The job is not done. The object of the quest requires eight more victories, and nothing short of that will be fully satisfying.
But save such thoughts for Monday, when the Islanders open the Eastern Conference finals against the Tampa Bay Lightning in Edmonton.
For the moment, feel free to party like it’s 1993.
The Islanders deserve it.
Their fans deserve it even more.
Saturday night’s 4-0 victory over the Flyers in Game 7 of their second-round playoff series advanced them to the NHL final four for the first time in 27 years, and a big step closer to their first Stanley Cup in 37 years.
But the degree of difficulty was even greater than in most seasons. Getting there required 11 victories, including a qualifying round added in the wake of the COVID-19 pandemic, and a stay of six weeks in the Toronto “bubble.”
The victory over Philadelphia earned the Islanders some new scenery in Western Canada and a new, more formidable opponent in Tampa Bay. But again, that’s a concern for Monday. On Saturday, it was time to savor the moment.
The Islanders earned it, generally playing like the better team over the course of the series. They were 4-0-3 in regulation time, suffering all three losses in overtime.
It was an impressive feat by a team that entered the COVID-19 pause in a slump and entered the second round as the lowest remaining seed in the league after eliminating the Panthers and Capitals. The Islanders began the qualifying round as the seventh seed and the Flyers were the top seed in the conference.

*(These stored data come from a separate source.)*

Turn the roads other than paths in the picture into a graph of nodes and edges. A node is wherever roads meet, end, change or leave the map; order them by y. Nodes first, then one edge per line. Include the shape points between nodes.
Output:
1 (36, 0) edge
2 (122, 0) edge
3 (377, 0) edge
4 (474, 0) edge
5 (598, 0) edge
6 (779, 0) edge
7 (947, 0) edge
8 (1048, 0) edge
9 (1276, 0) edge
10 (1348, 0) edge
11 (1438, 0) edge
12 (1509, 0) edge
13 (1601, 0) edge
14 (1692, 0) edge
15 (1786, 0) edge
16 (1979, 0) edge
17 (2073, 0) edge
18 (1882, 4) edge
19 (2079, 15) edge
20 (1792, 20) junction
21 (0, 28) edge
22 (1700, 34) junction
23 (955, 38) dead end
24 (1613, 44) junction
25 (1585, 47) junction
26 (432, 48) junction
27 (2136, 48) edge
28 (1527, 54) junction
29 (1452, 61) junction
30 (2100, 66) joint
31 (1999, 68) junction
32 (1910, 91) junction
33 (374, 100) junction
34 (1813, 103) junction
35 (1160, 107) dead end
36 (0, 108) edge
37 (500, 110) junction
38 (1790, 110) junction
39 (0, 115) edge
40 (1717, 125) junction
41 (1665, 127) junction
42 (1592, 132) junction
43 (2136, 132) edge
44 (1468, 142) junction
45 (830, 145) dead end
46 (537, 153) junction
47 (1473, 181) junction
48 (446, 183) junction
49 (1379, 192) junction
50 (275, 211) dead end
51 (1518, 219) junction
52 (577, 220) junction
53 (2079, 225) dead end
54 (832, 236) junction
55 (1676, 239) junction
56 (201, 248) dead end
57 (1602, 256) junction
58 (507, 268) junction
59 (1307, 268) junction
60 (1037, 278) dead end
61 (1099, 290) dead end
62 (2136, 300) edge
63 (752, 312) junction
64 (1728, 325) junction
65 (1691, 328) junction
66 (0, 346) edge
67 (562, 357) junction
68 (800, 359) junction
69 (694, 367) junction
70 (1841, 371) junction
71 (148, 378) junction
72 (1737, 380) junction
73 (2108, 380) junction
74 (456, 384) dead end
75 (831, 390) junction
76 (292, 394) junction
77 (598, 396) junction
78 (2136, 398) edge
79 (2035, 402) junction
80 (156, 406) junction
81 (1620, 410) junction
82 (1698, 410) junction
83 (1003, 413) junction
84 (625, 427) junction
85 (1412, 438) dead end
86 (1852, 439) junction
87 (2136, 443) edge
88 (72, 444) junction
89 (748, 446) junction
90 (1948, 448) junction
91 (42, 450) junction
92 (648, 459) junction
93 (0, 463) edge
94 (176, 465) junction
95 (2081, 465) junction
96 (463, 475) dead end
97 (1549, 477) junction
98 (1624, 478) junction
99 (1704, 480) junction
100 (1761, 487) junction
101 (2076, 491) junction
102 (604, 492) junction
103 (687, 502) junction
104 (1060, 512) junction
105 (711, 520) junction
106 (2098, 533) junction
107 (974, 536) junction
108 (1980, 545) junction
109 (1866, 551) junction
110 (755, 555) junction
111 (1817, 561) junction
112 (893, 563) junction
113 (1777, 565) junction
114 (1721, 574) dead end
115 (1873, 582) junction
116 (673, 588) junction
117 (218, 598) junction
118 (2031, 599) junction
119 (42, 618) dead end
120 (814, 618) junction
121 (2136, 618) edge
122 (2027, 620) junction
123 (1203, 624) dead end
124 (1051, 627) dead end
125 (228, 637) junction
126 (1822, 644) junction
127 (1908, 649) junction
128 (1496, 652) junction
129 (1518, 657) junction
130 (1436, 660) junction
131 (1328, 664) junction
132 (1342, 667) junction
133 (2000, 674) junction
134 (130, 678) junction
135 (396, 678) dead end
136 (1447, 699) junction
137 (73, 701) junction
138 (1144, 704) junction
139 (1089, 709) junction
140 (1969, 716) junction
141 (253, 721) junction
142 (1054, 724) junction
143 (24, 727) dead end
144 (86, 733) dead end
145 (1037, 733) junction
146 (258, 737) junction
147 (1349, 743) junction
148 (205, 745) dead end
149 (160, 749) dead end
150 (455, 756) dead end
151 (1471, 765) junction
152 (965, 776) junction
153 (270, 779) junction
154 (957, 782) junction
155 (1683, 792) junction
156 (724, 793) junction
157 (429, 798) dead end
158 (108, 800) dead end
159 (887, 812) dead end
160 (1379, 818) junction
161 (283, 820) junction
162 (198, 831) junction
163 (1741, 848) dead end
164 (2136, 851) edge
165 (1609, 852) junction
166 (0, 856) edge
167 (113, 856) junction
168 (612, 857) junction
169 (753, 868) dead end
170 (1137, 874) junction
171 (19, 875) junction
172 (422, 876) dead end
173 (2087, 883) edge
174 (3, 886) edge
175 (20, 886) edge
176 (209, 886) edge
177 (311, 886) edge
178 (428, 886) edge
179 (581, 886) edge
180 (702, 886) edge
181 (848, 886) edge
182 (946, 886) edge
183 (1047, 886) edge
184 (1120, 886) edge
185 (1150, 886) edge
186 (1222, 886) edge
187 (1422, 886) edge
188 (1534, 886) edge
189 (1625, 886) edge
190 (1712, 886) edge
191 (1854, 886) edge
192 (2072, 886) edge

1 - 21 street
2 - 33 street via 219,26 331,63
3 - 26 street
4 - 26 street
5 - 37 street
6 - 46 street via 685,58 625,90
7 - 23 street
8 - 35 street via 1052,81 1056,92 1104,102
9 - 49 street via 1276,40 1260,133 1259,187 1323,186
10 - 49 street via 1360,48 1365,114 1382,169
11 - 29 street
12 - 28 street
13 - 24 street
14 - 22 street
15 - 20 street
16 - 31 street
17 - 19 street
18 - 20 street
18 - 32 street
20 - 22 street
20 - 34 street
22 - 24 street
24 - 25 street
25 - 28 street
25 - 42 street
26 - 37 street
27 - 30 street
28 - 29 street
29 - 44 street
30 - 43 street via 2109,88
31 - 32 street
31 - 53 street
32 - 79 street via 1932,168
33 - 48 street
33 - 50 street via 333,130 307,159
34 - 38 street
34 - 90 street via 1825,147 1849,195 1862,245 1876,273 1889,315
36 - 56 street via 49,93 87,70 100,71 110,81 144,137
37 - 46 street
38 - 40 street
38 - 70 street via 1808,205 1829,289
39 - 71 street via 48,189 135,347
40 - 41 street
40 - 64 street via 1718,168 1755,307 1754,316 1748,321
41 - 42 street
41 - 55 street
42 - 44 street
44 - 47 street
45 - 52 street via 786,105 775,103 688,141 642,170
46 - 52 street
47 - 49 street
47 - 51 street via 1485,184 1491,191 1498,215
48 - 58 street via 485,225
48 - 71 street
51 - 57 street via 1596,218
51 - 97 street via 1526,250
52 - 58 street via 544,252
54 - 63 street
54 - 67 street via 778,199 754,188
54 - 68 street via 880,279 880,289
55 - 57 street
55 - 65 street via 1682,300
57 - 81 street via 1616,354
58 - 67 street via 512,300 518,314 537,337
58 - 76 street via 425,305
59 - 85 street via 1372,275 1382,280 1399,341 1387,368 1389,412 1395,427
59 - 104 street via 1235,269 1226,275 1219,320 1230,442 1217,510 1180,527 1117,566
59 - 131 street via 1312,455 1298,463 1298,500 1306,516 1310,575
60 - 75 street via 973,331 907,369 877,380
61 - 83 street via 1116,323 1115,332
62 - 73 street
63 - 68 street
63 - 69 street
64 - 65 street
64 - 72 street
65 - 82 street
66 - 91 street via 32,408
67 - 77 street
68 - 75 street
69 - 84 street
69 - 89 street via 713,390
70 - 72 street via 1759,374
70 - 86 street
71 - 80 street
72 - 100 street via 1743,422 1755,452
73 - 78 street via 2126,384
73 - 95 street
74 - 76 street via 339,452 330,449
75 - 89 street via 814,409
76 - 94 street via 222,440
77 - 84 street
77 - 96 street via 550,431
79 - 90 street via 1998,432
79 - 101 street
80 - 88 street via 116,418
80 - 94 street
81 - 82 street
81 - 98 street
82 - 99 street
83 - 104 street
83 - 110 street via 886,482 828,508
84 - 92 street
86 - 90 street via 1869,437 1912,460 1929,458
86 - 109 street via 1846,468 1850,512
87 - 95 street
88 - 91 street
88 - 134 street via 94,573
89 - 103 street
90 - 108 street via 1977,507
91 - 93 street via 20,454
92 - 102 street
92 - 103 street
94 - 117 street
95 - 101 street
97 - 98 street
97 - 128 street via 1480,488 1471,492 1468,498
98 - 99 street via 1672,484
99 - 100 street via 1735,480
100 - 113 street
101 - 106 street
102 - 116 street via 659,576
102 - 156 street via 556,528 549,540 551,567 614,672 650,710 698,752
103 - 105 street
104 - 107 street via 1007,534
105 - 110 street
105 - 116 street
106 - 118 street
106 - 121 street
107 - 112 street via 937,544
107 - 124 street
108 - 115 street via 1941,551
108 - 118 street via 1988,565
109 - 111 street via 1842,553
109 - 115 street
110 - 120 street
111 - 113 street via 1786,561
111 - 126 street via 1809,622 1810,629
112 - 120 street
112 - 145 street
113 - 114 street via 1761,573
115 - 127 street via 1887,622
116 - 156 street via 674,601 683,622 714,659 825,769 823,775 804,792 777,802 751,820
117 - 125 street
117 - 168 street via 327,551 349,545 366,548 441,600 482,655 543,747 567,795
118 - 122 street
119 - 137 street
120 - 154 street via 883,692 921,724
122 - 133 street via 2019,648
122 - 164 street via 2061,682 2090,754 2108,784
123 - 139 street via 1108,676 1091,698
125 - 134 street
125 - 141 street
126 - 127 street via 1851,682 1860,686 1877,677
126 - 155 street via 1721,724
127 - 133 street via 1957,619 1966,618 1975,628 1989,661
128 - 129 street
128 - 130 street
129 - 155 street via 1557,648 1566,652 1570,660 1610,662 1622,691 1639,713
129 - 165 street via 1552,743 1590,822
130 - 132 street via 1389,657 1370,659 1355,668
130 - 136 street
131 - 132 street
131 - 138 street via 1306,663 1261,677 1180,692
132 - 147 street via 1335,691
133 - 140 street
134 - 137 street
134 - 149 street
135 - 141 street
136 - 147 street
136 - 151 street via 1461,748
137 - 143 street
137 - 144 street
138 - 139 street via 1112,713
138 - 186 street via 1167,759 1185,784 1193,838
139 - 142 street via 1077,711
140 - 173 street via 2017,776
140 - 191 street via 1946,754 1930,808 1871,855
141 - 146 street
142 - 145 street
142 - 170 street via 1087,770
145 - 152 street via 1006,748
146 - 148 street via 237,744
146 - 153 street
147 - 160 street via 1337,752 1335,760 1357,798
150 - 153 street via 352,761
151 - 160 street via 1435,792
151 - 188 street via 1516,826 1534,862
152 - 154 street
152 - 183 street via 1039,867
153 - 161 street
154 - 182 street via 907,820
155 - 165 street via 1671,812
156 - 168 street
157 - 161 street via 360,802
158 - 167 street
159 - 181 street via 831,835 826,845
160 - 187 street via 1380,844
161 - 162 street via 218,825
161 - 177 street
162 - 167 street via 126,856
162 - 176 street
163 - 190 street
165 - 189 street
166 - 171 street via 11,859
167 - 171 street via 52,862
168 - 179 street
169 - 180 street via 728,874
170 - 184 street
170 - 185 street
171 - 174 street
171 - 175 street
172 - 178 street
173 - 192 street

Coach Barry Trotz said that even though there still are two more hurdles to overcome en route to a Cup, he wanted his team to enjoy this.
“You have to celebrate the moments, because those moments don’t come by very much,” he said. “I don’t mean go crazy or anything. I think you recognize and understand you took another step. There’s a bit of a celebration, but we understand we’re [only] halfway.”
Even before the game, Trotz had told his players to enjoy the evening and stay loose.
“I just told them Game 7, it sounds like a scary thing: It’s Game 7,” he said. “I just told them, ‘Go have fun. Have fun and enjoy it. Game 7s are rare.’ ”
Andy Greene, who scored the game’s second goal, said of the scene in the winning locker room, “We were fired up. I’m not going to lie. Big game, big Game 7. We played really well and we finished the series out. It was exciting. We earned it.”
Brock Nelson, who scored the third goal, said, “This one’s nice.”
The Islanders jumped on the Flyers early, taking a 2-0 lead into the first intermission with Thomas Greiss in goal in place of Semyon Varlamov, who lost Games 5 and 6.
It was a tough, bold decision for Trotz, but it worked, as most of his decisions have lately. Greiss won both of his starts in the series and nearly helped the Islanders recover to win after an early 3-0 deficit in Game 2.
Even though Trotz won a Stanley Cup with the Capitals in 2018, this is only the second time he has advanced past the second playoff round in his long career.
His next coaching matchup will be against the Lightning’s Jon Cooper, a former Hofstra lacrosse player.
The fact that the first two goals came from unlikely sources in defensemen Scott Mayfield and Greene was in keeping with what Trotz said before the game, that without elite snipers on which to rely, the offense needs contributions from everywhere.
“We’re built more as a four-line team where everybody has to contribute or we can’t have success,” he said. “That’s how we’re built right now, and our guys accept that and they’re real close.”
He added, “You don’t know who it’s going to be, but there’s going to be a hero tonight, no question.”
As is often the case, the Islanders had an answer to that question: It was everyone.